• **TASK DESCRIPTION**
Please keep the images out and set down the data exactly as given.

Excerpts from a dataset
══════

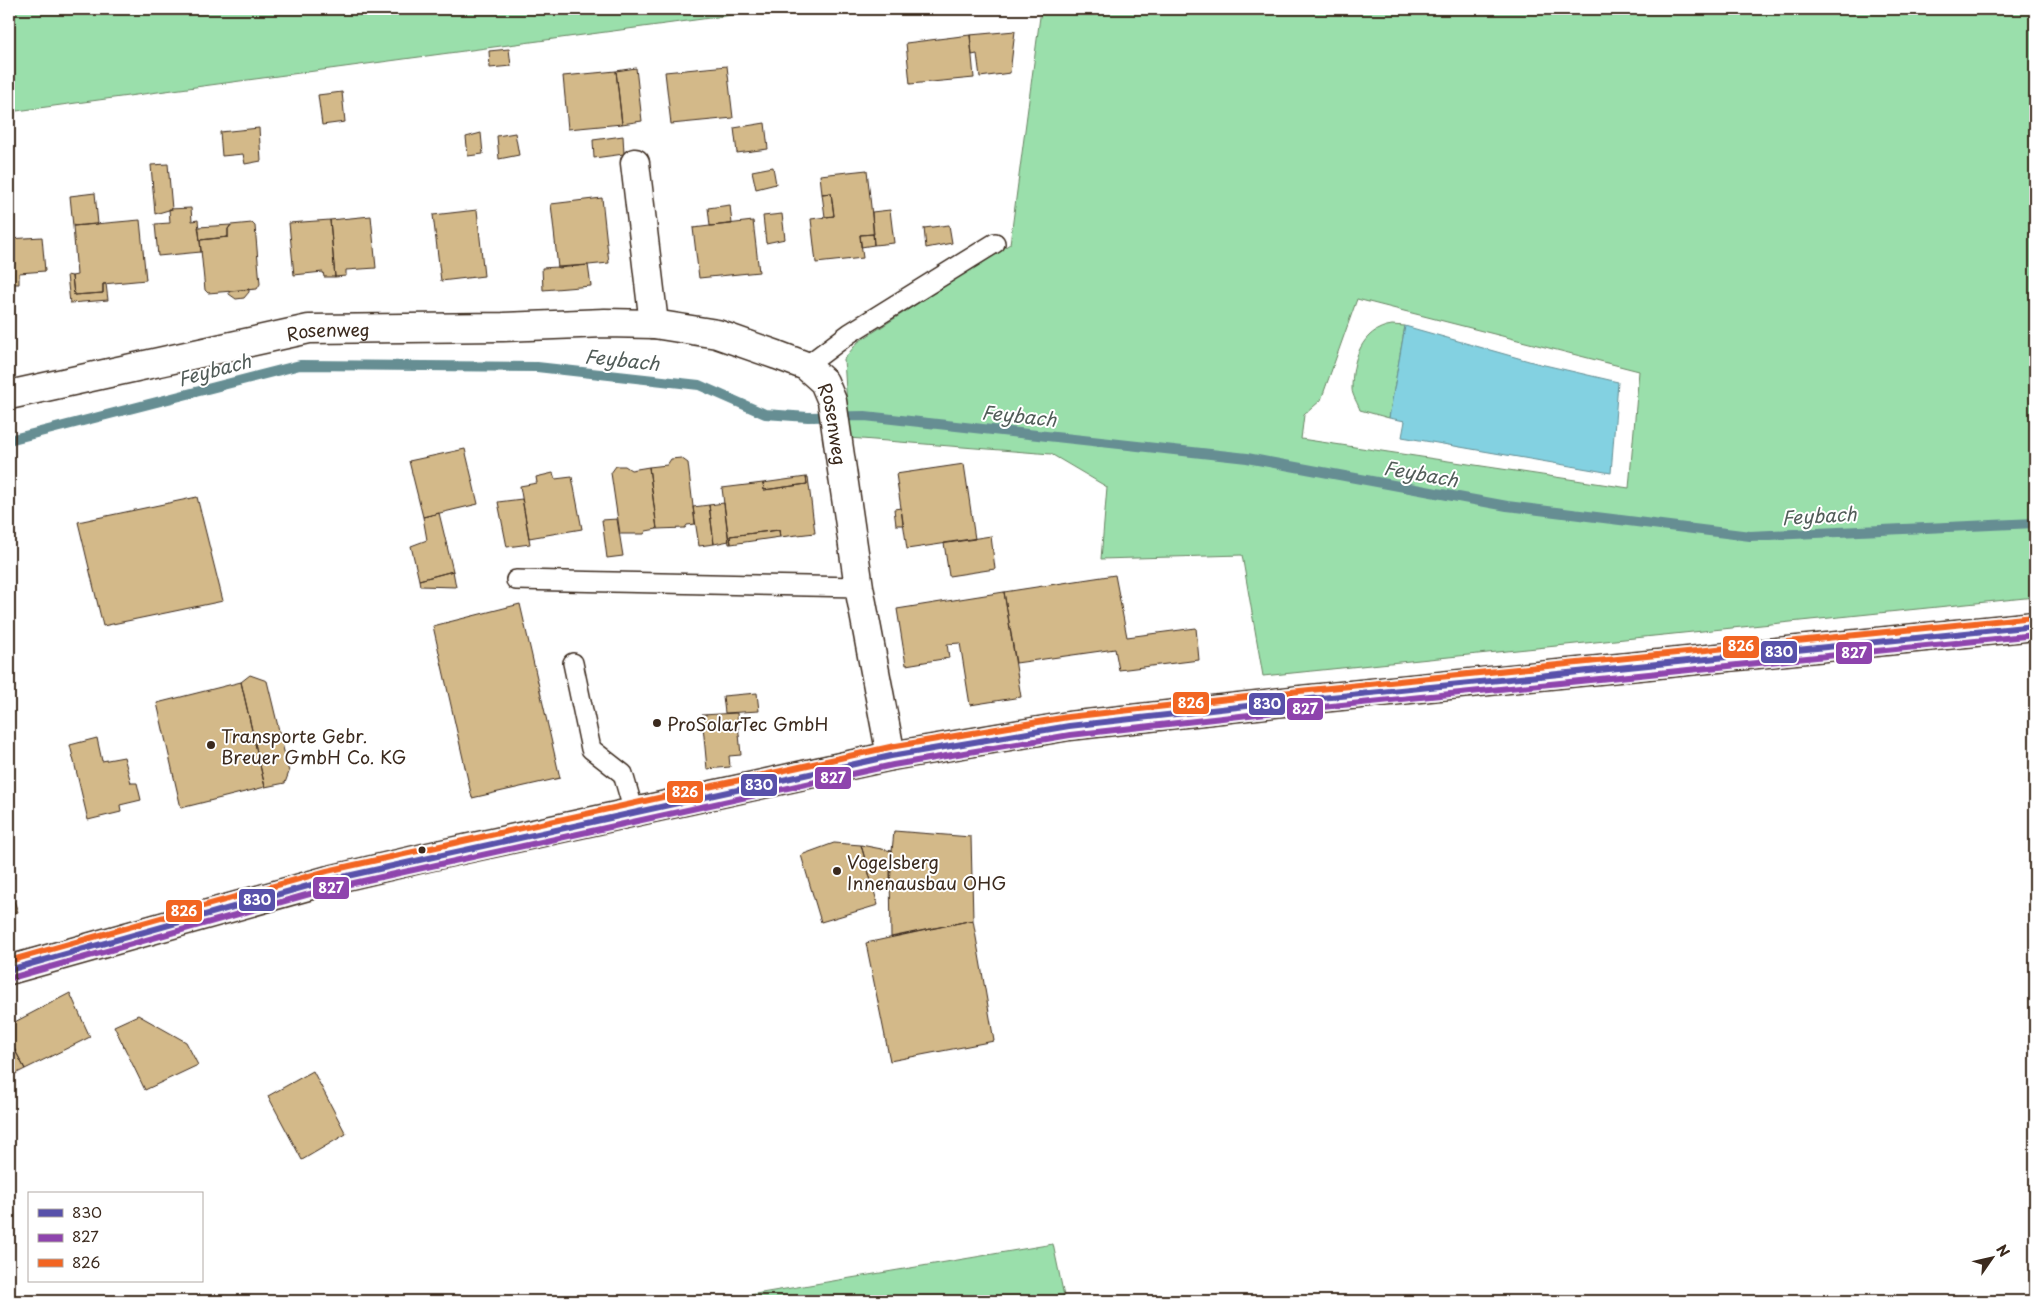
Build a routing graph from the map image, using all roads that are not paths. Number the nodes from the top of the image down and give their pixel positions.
1 (635, 163) dead end
2 (995, 243) dead end
3 (654, 324) junction
4 (806, 366) junction
5 (9, 395) edge
6 (516, 580) dead end
7 (859, 588) junction
8 (2035, 626) edge
9 (573, 663) dead end
10 (891, 756) junction
11 (634, 812) junction
12 (9, 970) edge

1 - 3 main road
2 - 4 lane
3 - 4 main road, Rosenweg
3 - 5 main road, Rosenweg
4 - 7 main road, Rosenweg
6 - 7 lane
7 - 10 main road, Rosenweg
8 - 10 main road
9 - 11 lane
10 - 11 main road
11 - 12 main road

══════

• **RESULT**
Build a routing graph from the map image, using all roads that are not paths. Number the nodes from the top of the image down and give their pixel positions.
1 (635, 163) dead end
2 (995, 243) dead end
3 (654, 324) junction
4 (806, 366) junction
5 (9, 395) edge
6 (516, 580) dead end
7 (859, 588) junction
8 (2035, 626) edge
9 (573, 663) dead end
10 (891, 756) junction
11 (634, 812) junction
12 (9, 970) edge

1 - 3 main road
2 - 4 lane
3 - 4 main road, Rosenweg
3 - 5 main road, Rosenweg
4 - 7 main road, Rosenweg
6 - 7 lane
7 - 10 main road, Rosenweg
8 - 10 main road
9 - 11 lane
10 - 11 main road
11 - 12 main road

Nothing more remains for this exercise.